Brooklyn Nets (2026 - Present)

On July 1, 2026, it was reported that Wagner signed a two-year, $19 million contract with the Brooklyn Nets.

==National team career==
===Junior national team===
Wagner won gold with the Germany U18 national team at the 2014 FIBA Europe Under-18 Championship Division B in Bulgaria. Averaging 16.1 points per contest, Wagner was Germany's leading scorer at the 2017 FIBA Europe Under-20 Championship.

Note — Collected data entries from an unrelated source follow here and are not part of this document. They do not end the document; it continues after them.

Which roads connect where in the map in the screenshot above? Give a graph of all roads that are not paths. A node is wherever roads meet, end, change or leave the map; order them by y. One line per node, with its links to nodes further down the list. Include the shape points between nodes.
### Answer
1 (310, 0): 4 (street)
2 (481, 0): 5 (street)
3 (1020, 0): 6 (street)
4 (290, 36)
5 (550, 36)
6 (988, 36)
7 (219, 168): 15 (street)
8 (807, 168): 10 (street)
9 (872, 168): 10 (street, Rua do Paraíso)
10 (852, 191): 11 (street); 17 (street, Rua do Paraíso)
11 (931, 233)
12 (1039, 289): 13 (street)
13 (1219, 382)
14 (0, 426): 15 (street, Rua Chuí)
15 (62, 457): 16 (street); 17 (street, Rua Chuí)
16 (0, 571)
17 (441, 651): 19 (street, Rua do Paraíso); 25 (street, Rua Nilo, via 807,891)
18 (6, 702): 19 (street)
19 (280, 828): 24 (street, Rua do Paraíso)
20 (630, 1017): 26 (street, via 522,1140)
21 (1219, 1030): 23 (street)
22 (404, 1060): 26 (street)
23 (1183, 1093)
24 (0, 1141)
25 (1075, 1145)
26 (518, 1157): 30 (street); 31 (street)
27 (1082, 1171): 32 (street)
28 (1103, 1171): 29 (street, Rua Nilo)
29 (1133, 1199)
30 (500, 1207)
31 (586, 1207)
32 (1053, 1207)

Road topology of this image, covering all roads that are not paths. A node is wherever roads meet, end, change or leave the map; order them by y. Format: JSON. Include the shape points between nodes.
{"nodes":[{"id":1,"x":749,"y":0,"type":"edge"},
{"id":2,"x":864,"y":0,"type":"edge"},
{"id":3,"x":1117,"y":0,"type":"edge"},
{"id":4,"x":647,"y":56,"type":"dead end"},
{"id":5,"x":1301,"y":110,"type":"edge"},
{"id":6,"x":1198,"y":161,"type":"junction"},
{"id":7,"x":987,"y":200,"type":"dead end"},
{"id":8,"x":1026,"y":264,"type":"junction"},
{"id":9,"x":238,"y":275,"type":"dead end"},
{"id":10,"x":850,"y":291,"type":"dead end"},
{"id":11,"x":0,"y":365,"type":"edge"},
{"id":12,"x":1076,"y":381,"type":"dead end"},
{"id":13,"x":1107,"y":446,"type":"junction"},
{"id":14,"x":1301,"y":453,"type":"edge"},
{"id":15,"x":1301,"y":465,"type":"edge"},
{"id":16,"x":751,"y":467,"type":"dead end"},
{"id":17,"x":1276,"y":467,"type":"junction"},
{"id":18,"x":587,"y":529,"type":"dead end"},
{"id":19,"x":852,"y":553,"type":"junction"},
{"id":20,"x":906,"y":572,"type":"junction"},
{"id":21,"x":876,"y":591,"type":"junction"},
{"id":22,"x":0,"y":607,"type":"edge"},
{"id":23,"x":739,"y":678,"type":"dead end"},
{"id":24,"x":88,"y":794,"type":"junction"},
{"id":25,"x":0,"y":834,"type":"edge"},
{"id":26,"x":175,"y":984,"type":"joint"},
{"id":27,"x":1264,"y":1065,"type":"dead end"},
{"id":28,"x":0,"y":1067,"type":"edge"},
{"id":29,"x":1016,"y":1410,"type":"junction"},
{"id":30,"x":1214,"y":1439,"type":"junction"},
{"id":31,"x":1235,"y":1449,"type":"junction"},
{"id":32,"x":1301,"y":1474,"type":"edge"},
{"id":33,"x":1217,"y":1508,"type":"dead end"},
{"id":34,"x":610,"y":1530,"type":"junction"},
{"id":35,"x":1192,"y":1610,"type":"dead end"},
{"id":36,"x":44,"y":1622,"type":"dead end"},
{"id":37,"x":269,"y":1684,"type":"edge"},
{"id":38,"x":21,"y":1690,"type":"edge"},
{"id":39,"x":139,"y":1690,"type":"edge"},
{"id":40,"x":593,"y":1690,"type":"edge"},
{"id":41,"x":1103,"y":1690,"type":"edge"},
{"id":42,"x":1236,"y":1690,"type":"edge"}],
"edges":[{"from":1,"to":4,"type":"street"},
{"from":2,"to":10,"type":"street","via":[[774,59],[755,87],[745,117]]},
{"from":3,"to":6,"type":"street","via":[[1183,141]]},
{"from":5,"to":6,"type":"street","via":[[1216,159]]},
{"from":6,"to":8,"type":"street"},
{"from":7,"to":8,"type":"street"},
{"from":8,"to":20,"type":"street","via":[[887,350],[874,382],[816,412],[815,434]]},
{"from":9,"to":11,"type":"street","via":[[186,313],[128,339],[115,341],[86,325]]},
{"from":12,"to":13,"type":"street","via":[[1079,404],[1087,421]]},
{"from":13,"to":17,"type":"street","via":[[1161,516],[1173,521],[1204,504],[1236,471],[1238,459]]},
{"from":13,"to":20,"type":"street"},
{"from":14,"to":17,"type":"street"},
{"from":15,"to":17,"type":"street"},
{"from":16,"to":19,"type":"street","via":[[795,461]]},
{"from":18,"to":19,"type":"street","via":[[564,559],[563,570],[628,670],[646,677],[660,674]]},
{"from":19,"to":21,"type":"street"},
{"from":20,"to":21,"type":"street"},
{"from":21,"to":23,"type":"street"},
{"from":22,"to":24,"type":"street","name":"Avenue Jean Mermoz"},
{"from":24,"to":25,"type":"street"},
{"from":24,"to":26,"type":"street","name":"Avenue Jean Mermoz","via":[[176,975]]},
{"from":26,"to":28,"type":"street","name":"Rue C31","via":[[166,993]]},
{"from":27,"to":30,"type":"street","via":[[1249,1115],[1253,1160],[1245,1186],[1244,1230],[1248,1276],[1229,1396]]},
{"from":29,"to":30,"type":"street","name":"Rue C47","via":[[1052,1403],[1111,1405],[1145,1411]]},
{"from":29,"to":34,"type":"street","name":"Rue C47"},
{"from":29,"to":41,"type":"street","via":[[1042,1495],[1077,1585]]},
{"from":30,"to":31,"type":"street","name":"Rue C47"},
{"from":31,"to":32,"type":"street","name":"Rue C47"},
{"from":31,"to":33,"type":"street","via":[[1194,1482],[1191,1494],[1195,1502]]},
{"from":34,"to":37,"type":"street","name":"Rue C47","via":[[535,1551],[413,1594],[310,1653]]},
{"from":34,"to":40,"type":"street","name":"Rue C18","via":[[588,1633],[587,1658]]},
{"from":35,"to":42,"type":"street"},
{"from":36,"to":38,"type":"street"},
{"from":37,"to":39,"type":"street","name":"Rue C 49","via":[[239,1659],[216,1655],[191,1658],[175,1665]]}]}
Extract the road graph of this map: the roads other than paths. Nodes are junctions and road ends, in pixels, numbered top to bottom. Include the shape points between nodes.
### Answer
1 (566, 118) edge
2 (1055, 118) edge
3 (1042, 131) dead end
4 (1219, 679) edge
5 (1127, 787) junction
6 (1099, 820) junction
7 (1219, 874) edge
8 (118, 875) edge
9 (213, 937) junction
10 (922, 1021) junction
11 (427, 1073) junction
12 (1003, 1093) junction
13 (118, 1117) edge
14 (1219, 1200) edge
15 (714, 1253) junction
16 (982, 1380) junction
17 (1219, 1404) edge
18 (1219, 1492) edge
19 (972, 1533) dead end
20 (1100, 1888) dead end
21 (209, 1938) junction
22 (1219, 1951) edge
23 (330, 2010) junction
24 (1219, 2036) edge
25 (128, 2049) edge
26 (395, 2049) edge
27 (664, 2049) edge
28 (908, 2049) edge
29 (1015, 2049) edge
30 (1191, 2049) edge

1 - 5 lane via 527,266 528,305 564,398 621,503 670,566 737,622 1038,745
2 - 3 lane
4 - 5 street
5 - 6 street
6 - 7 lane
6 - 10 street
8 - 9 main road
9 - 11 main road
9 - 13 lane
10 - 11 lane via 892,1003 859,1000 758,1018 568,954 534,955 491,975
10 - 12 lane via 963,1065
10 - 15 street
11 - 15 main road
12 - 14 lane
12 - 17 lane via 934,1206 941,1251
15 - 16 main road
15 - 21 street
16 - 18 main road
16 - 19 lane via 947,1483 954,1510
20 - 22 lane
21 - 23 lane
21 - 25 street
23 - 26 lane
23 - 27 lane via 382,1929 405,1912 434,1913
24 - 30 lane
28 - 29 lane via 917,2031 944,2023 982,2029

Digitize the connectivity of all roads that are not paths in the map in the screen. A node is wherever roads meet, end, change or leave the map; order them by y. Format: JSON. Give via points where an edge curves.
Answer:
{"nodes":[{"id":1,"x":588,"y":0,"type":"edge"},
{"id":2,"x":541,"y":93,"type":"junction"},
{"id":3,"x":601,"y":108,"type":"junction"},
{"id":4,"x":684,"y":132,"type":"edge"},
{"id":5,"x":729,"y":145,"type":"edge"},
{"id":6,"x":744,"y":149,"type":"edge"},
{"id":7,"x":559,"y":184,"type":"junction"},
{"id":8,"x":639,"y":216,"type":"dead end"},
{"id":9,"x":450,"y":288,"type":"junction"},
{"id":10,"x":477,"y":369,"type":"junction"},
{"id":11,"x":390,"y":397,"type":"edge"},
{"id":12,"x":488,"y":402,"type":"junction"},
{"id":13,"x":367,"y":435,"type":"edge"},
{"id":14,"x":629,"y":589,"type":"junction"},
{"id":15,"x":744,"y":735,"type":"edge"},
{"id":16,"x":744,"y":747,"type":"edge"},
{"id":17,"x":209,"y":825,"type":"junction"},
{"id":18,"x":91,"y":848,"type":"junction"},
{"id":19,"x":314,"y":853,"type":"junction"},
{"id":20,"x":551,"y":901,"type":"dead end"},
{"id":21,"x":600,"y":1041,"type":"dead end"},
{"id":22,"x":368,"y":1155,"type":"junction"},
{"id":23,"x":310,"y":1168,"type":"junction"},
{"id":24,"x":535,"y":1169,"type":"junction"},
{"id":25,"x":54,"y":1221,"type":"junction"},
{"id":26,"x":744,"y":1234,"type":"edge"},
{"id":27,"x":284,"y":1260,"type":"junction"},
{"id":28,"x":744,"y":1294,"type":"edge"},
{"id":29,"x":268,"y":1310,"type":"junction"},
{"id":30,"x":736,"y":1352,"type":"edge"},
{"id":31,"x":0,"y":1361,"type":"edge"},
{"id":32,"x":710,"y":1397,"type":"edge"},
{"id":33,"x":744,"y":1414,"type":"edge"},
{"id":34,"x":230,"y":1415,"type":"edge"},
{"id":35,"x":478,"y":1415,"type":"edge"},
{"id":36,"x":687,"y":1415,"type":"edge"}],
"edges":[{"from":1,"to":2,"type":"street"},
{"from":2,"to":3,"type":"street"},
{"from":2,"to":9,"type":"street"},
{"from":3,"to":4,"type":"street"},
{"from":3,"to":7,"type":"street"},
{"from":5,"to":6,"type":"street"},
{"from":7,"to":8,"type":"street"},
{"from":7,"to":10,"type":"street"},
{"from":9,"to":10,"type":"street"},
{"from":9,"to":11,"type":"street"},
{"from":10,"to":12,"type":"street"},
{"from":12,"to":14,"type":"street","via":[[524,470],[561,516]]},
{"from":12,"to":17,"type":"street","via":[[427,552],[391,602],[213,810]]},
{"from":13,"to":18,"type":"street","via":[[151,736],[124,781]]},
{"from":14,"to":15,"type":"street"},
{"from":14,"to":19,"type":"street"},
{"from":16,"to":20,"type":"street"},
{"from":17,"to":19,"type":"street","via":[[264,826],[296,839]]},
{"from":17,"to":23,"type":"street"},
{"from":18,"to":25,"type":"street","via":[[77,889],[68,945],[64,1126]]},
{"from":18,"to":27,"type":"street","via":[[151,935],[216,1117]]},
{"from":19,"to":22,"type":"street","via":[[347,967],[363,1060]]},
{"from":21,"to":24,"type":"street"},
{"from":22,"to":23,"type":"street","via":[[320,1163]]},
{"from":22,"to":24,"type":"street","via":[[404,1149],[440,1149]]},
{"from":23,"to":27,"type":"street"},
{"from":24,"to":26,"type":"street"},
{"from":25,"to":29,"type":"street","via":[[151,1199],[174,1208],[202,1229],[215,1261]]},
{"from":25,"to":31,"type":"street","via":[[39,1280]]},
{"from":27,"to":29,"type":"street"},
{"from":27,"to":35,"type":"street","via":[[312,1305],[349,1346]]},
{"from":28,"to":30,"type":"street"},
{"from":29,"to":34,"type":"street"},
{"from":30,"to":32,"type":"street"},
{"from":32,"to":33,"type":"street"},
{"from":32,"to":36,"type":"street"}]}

===Senior national team===
Wagner helped Germany qualify for the 2020 Summer Olympics, where he earned the MVP award in the Olympic qualifying tournament in Split, Croatia. During the event in Tokyo, he averaged 11 points per game. A few years later, in September 2023, Wagner helped Germany win their first world title at the 2023 FIBA World Cup. He finished with averages of 11.9 points and 4.8 rebounds per game.

==Career statistics==

===NBA===
====Regular season====

| Year | Team | GP | GS | MPG | FG% | 3P% | FT% | RPG | APG | SPG | BPG | PPG |
| 2018–19 | L.A. Lakers | 43 | 5 | 10.4 | .415 | .286 | .811 | 2.0 | .6 | .3 | .3 | 4.8 |
| 2019–20 | Washington | 45 | 5 | 18.6 | .545 | .313 | .821 | 4.9 | 1.2 | .6 | .4 | 8.7 |
| 2020–21 | Washington | 25 | 13 | 15.0 | .508 | .310 | .788 | 2.9 | 1.3 | .9 | .3 | 7.1 |
| Boston | 9 | 1 | 6.8 | .286 | .333 | .500 | 2.1 | .7 | .0 | .1 | 1.2 |
| Orlando | 11 | 10 | 26.0 | .409 | .372 | .879 | 4.9 | 1.1 | .4 | .8 | 11.0 |
| 2021–22 | Orlando | 63 | 3 | 15.2 | .497 | .328 | .806 | 3.7 | 1.4 | .3 | .2 | 9.0 |
| 2022–23 | Orlando | 57 | 18 | 19.5 | .500 | .313 | .841 | 4.5 | 1.5 | .6 | .2 | 10.5 |
| 2023–24 | Orlando | 80 | 1 | 17.7 | .601 | .330 | .814 | 4.3 | 1.2 | .5 | .3 | 10.9 |
| 2024–25 | Orlando | 30 | 1 | 18.8 | .562 | .360 | .718 | 4.9 | 1.4 | .8 | .4 | 12.9 |
| 2025–26 | Orlando | 36 | 0 | 11.9 | .426 | .314 | .819 | 3.2 | .8 | .4 | .1 | 6.9 |
| Career |  | 399 | 57 | 16.2 | .518 | .323 | .808 | 3.9 | 1.2 | .5 | .3 | 9.0 |

====Playoffs====

| Year | Team | GP | GS | MPG | FG% | 3P% | FT% | RPG | APG | SPG | BPG | PPG |
|---|---|---|---|---|---|---|---|---|---|---|---|---|
| 2024 | Orlando | 7 | 0 | 15.0 | .444 | .222 | .588 | 4.4 | .3 | .9 | .4 | 6.3 |
| 2026 | Orlando | 2 | 0 | 6.5 | .250 | 1.000 | 1.000 | 1.5 | .0 | .0 | .0 | 2.5 |
| Career |  | 9 | 0 | 13.1 | .425 | .300 | .632 | 3.8 | .2 | .7 | .3 | 5.4 |

===College===

| Year | Team | GP | GS | MPG | FG% | 3P% | FT% | RPG | APG | SPG | BPG | PPG |
|---|---|---|---|---|---|---|---|---|---|---|---|---|
| 2015–16 | Michigan | 30 | 0 | 8.6 | .607 | .167 | .556 | 1.6 | .1 | .2 | .2 | 2.9 |
| 2016–17 | Michigan | 38 | 38 | 23.9 | .560 | .395 | .726 | 4.2 | .5 | 1.0 | .4 | 12.1 |
| 2017–18 | Michigan | 39 | 39 | 27.6 | .528 | .394 | .694 | 7.1 | .8 | 1.0 | .5 | 14.6 |
| Career |  | 107 | 77 | 21.0 | .547 | .385 | .698 | 4.5 | .5 | .8 | .4 | 10.4 |

==Personal life==
Wagner has a younger brother, Franz, who is his former teammate on the Orlando Magic and played basketball for Michigan.

Wagner is a fan of the Bundesliga football club Werder Bremen.

Moritz had a small role in the 2022 sports drama Hustle.